Brown: I'm the chief executive for what is called the Providence Clinical Network in Alaska. That includes the medical groups of Providence, which are all the outpatient clinics, including primary care.
Weiss: Back in 2010, Providence started up the Providence Senior Care Center where Medicare was accepted and where seniors could develop a relationship with a primary care provider. What happened to the Senior Care Center?
Brown: Around 2017 Providence converted the Senior Care Clinic to primary care clinics. What that resulted in was really just a name change and also an expansion of services. Providence found that it was difficult to recruit providers for a clinic that was limited in scope to senior care. By expanding services to primary care, we were able to expand our provider base and therefore expand access and services to both seniors and to the community as a whole.
Since that time, what started as one clinic for senior care has now expanded to have three locations of primary care. We have a clinic on Huffman, in midtown at the old REI location, and at Providence Alaska Medical Center -- all focused on primary care serving the whole family from birth to end of life.
We have really focused on expanding primary care access and expanding our services since the time of the Senior Care Center. We've added integrated pharmacy. We have both a pharmacist and a pharmacy technician located in each of our primary care locations. We have integrated behavioral health, social work, and expanded our nursing support. Our midtown location is co-located with urgent care as well as physical therapy. So, from our perspective we're expanding both access and services to the senior population.
Weiss: If I were to call a Providence primary care location right now and say, "I'm a new patient and I am on Medicare. I need a new primary care provider because mine just retired," would I get in?
Brown: You would be able to get in. It might take time to be able to get a first visit if you're not having an emergent need. But yes, we're doing our very best to care for the community. During this time of limited access, we realize that there is a shortage of Medicare providers in this community.
In the last two years, Providence added multiple ExpressCare locations as well as our urgent care location. All of those locations accept Medicare and are available for same-day immediate access. So, we encourage anyone with Medicare who is in this gap of having lost their Medicare provider and waiting to be seen, who has an illness or an injury and doesn't have an immediate available visit with a primary care provider, to visit our ExpressCare clinics or our urgent care clinic. They will be seen, and they will receive care. We have ExpressCare in the Mat-Su Valley and Eagle River, and in Anchorage at Tikahtnu Commons, in midtown and at Huffman.
Once patients are seen at an ExpressCare or urgent care, all of those locations have the ability to help those patients then be scheduled with a primary care provider if they don't already have one.

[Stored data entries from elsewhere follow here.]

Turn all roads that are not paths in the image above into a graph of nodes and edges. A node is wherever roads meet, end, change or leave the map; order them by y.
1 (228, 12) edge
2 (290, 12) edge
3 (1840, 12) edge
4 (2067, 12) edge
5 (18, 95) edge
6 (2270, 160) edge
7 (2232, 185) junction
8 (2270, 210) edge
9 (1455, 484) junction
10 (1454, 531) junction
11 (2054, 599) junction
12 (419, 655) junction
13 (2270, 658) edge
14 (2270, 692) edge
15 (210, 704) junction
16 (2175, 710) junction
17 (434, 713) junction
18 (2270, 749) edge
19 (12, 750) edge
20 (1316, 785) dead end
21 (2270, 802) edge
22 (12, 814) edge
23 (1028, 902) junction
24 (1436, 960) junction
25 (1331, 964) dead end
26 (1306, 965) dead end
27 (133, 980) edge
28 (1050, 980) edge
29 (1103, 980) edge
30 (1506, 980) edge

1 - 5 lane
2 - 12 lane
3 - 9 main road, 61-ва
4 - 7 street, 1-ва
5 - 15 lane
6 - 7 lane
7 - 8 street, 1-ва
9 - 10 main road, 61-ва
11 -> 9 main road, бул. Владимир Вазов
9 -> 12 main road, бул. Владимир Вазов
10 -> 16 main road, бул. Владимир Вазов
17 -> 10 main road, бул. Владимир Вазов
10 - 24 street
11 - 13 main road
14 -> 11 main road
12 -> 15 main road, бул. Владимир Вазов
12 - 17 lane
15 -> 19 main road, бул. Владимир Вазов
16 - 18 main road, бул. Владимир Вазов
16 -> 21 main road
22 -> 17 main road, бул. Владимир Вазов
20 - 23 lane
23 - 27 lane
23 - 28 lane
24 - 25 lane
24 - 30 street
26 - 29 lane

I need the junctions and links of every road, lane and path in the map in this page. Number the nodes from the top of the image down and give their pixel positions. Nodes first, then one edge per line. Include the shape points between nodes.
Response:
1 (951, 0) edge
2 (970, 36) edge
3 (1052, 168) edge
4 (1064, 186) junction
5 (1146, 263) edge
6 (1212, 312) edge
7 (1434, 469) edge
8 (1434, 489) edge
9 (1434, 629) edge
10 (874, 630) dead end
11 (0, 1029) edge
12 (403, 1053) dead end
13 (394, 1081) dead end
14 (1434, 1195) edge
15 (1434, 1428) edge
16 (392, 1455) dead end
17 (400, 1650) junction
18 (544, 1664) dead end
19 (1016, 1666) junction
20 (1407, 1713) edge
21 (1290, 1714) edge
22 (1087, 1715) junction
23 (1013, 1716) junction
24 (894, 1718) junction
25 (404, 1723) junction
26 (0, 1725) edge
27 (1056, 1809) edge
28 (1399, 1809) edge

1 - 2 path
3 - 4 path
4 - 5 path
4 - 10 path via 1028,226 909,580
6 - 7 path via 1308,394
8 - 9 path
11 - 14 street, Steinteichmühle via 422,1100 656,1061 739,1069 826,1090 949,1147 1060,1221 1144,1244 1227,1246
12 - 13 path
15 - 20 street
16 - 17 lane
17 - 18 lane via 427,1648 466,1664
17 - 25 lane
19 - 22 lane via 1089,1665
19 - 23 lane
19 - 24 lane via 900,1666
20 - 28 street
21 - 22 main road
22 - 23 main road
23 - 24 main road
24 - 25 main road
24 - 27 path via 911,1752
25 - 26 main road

They can help with that continuity of care, wraparound service. We can't be the immediate answer for everyone, but we are absolutely working to hire and meet the need in this community. It's going to take a little bit of time.
Weiss: I'd like you to comment specifically on the question of health care providers who can address the problems of seniors. Is there is there a shortage of these types of providers in the state of Alaska?
Brown: What we've experienced is difficulty recruiting frontline staff. What we've done at Providence to meet that need is we've started our own medical assistant apprenticeship program, so we're training our own. We've found that to be an effective way of both training from within to meet the need, and also meeting a need in our community by providing training and a source of employment. We're also doing our very best to keep up with the right pay scales and doing market surveys and making sure that we're able to meet the demand in that way.
We're accepting as many patients as we can during this time when expanded access is needed. We'll continue to hire additional providers and expand our services. We'll do whatever we can to provide health care for all, especially the poor and the vulnerable. Right now, the senior community is the most vulnerable. That's what we're going to do.